В первый год я изучала историю, английскую литературу, французский и немецкий языки. Я прочитала в оригинале Гете и Шиллера, Альфреда де Мюссе и Сент-Бёва, Корнеля, Мольера и Расина. История давалась мне легко, я быстро прошла целый период, от падения Римской империи до XVIII столетия. На английской литературе я разбирала мильтоновские поэмы и «Ареопагитики».
Меня часто спрашивают, как проходили мои занятия в колледже. В аудитории я чаще всего была одна. Преподаватель словно говорил со мной по телефону. Лекции быстро писали мне на руке, и в погоне за скоростью передачи смысла часто терялась индивидуальность лектора. Буквы сменяли друг друга со скоростью гончих, преследующих зайца, которого им далеко не всегда удавалось догнать. Но тут, думаю, я не слишком отличалась от девушек, которые хотели все законспектировать.
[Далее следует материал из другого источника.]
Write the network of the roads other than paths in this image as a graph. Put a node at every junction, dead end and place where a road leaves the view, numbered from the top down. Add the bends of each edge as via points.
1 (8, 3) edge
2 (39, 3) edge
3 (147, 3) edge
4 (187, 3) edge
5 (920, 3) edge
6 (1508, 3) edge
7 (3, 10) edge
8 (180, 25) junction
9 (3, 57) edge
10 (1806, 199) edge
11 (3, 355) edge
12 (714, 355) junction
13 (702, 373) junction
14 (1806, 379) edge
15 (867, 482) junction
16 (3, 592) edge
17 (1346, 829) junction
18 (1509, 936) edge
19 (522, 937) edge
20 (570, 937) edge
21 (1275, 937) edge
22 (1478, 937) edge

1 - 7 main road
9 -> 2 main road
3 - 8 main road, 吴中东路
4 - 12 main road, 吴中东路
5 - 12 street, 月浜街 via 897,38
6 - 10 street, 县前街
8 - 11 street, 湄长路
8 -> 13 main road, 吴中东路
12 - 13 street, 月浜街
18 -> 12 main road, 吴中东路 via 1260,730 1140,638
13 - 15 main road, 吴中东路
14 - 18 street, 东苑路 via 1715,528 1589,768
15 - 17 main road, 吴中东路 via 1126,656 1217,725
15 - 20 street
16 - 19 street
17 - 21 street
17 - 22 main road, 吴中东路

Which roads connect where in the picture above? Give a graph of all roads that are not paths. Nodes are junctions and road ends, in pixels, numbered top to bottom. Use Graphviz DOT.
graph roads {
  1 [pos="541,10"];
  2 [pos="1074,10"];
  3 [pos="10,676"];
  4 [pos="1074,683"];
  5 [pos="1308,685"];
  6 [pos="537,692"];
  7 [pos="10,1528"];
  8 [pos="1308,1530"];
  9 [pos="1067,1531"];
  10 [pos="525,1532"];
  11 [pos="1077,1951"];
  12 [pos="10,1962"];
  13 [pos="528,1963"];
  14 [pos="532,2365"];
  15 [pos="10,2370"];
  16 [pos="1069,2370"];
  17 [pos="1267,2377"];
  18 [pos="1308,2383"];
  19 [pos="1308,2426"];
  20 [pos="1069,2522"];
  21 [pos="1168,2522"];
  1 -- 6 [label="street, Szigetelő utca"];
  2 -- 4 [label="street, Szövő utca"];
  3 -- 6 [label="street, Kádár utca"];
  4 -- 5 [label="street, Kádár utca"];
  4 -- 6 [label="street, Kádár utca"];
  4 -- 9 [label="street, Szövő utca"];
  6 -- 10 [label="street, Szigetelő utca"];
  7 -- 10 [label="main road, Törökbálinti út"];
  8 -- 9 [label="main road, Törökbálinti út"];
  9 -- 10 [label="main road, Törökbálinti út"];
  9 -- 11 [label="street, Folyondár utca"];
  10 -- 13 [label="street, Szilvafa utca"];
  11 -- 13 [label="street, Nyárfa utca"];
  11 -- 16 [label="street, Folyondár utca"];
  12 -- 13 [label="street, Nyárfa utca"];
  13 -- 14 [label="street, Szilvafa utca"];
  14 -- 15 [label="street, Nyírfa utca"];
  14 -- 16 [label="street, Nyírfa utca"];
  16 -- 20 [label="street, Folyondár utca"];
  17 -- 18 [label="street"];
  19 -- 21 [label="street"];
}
Когда изо всех сил стараешься уловить отдельные фразы и перенести их на бумагу, уже не хватает внимания на то, чтобы размышлять о предмете лекции или о манере преподнесения материала.
Я не могла делать записи во время лекции, потому что мои руки были заняты слушанием. Поэтому, вернувшись домой, я записывала то, что запомнила. Я печатала на машинке ежедневные задания, упражнения, контрольные, полугодовые и годовые экзаменационные работы, поэтому преподаватели могли с легкостью понять, как мало я знаю. Когда я начала изучать латинскую просодию, то придумала и объяснила преподавателю систему знаков, которыми обозначала различные размеры и ударения.